Fix weights fusion for Convolution and Deconvolution layers in nGraph
authorDmitry Kurtaev <dmitry.kurtaev+github@gmail.com>
Mon, 9 Dec 2019 16:06:47 +0000 (19:06 +0300)
committerDmitry Kurtaev <dmitry.kurtaev+github@gmail.com>
Mon, 9 Dec 2019 16:06:47 +0000 (19:06 +0300)

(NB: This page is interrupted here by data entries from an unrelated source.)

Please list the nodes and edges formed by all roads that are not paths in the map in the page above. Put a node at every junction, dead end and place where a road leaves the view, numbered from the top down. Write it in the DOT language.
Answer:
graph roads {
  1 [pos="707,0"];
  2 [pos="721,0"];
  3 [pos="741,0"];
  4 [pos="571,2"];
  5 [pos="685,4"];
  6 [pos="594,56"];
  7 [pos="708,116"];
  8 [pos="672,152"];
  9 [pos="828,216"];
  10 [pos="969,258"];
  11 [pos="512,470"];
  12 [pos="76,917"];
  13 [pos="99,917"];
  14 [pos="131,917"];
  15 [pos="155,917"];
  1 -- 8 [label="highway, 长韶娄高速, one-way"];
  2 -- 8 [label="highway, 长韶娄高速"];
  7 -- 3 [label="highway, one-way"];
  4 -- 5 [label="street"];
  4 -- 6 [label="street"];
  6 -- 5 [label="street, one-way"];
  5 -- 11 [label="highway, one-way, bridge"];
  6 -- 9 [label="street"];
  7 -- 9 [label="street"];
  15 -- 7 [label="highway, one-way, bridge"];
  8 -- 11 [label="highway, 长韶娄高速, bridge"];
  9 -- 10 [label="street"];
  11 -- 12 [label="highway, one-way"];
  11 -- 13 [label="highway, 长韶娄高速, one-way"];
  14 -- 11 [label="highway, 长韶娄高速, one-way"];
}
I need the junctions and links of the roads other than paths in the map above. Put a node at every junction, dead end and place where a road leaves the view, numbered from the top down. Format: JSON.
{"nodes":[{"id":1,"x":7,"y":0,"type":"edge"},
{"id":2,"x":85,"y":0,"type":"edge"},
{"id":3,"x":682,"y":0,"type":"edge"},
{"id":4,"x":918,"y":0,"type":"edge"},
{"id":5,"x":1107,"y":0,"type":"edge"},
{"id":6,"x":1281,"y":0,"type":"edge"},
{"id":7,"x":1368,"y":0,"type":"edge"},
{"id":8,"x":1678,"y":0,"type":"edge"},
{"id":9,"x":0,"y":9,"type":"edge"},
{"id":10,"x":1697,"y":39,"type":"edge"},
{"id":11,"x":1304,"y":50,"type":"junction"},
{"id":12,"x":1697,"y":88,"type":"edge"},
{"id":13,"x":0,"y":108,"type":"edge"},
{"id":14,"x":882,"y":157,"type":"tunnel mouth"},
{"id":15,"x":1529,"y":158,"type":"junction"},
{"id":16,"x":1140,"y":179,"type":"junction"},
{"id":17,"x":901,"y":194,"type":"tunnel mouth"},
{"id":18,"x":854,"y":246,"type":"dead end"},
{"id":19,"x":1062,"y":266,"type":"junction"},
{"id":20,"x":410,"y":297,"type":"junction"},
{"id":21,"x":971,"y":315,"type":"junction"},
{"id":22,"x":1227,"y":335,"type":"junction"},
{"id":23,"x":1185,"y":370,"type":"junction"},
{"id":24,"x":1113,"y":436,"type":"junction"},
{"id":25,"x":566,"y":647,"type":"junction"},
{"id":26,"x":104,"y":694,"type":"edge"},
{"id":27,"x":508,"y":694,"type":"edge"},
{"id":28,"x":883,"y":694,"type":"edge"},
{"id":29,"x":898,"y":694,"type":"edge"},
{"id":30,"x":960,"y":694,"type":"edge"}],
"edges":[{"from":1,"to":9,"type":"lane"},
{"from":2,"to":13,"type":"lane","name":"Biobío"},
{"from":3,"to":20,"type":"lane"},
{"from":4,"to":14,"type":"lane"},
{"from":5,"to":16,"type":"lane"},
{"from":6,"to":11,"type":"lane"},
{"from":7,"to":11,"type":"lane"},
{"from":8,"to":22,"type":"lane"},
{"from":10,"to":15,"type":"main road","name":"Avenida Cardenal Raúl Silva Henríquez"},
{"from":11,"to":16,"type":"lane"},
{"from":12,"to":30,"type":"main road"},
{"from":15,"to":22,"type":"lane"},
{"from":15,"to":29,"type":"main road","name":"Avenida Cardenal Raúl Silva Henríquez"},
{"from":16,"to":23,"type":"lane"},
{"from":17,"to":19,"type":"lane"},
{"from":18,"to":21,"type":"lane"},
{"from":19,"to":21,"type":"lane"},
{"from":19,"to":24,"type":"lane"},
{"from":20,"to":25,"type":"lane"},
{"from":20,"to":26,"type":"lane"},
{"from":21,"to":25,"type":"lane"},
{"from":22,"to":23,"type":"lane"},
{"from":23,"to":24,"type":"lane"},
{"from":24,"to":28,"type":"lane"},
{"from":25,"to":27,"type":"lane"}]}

modules/dnn/src/layers/convolution_layer.cpp

index 4d1fe5f..a4406a6 100644 (file)
@@ -553,10 +553,10 @@ public:
             }
             else
             {
-                Mat newWeights = blobs[0].reshape(1, outCn);
-                Mat cvWeights = weightsMat.colRange(0, newWeights.cols);
+                Mat newWeights;
+                Mat cvWeights = weightsMat.colRange(0, blobs[0].total() / outCn);
                 cvWeights.copyTo(newWeights);
-                ieWeights = std::make_shared<ngraph::op::Constant>(ngraph::element::f32, kernel_shape, blobs[0].data);
+                ieWeights = std::make_shared<ngraph::op::Constant>(ngraph::element::f32, kernel_shape, newWeights.data);
             }
         }
 
@@ -2033,9 +2033,9 @@ public:
 
         if (fusedWeights)
         {
-            int inpCn = blobs[0].size[0];
-            Mat newWeights = blobs[0].reshape(1, inpCn);
+            Mat newWeights;
             transpose(weightsMat, newWeights);
+            ieWeights = std::make_shared<ngraph::op::Constant>(ngraph::element::f32, kernel_shape, newWeights.data);
         }
         size_t batch = ieInpNode->get_shape()[0];
         std::vector<size_t> out_shape = {batch, (size_t)numOutput};